##### Material provided #####

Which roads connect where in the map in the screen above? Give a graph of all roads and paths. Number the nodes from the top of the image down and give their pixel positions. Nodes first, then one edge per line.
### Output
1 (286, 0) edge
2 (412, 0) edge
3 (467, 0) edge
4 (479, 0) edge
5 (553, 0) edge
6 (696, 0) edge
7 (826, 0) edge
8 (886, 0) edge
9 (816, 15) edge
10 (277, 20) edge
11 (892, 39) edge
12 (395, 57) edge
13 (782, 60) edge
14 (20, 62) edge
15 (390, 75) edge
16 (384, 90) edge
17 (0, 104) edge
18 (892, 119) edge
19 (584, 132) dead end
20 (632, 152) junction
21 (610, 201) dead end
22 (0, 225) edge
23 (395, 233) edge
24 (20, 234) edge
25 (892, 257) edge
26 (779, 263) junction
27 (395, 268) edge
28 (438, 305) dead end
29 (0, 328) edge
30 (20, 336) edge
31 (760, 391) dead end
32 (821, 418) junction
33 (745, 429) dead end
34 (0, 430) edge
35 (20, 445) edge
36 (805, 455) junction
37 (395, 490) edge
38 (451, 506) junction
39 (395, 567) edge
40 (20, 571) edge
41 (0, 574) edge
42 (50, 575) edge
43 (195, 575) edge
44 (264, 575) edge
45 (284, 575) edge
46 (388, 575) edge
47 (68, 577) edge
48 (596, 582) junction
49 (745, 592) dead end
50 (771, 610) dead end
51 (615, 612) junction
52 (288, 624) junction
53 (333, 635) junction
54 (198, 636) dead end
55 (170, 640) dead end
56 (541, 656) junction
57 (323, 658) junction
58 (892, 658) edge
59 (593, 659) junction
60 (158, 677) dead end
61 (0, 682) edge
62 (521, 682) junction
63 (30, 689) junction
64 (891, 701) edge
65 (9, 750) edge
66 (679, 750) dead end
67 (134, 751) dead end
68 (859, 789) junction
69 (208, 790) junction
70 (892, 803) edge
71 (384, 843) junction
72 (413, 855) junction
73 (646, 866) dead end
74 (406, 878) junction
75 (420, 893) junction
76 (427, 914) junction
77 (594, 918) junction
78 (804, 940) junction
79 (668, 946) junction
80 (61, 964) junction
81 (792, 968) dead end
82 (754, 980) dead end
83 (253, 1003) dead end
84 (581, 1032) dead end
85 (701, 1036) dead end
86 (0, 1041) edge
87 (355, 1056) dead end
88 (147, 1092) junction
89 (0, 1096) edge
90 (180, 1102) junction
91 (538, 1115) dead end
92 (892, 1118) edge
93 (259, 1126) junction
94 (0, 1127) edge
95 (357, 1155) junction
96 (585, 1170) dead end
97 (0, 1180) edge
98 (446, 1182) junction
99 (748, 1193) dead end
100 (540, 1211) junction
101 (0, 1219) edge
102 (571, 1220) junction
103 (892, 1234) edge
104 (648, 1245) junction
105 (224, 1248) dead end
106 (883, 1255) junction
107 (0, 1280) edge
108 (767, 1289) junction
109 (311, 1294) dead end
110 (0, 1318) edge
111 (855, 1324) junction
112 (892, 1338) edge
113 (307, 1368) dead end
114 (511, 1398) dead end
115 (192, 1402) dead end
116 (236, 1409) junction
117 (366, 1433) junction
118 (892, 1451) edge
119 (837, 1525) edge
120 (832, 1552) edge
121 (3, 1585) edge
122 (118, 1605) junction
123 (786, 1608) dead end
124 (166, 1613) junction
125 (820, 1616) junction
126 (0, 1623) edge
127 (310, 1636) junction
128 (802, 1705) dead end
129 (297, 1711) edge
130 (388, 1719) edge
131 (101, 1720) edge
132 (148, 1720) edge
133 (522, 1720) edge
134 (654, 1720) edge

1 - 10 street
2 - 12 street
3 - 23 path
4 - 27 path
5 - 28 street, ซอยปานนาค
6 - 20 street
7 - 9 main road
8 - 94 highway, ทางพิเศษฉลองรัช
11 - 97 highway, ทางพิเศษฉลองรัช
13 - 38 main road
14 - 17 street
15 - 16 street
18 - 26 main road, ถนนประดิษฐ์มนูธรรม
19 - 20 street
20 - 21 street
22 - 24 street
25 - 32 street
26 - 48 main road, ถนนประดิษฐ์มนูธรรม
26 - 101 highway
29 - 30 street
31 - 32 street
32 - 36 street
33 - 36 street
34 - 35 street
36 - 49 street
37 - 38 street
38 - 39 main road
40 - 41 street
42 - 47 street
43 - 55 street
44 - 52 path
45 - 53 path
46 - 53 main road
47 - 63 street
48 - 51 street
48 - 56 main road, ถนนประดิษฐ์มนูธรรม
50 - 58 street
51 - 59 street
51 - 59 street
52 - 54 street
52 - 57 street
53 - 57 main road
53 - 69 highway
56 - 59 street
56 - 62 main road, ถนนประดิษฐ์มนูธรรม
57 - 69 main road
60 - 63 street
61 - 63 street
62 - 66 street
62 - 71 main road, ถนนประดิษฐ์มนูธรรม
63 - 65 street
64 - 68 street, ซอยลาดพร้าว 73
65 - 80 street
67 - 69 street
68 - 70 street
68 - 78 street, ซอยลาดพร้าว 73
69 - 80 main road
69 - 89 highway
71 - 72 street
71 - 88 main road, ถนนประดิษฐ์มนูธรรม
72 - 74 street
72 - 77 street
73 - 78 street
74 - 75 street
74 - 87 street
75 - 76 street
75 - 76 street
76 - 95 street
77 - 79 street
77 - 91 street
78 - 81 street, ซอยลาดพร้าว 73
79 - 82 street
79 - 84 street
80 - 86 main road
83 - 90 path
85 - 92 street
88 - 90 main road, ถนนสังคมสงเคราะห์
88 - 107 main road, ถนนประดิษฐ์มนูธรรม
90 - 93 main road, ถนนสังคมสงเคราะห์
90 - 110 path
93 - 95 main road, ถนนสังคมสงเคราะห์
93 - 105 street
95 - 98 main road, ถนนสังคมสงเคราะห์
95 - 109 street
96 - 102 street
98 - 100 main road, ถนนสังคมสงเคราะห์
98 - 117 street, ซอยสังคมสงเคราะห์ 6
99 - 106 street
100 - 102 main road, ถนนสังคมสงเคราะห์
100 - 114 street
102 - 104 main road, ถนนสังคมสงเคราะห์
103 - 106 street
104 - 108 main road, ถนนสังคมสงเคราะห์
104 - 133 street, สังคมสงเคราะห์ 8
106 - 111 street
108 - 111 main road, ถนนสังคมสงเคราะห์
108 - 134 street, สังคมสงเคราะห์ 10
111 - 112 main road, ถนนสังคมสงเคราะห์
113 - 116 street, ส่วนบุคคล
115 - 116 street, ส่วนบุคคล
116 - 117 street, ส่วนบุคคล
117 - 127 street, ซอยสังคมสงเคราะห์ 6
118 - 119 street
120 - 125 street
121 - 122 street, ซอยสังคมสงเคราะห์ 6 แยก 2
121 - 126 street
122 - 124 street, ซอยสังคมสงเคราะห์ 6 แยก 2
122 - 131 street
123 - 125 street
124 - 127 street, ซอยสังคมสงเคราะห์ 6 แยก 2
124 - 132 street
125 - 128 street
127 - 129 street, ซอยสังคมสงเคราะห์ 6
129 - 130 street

#####

**Problem**
Among the lines above, find those holding the word "ถนนส" and state how many there are, number only.

**Your solution**
10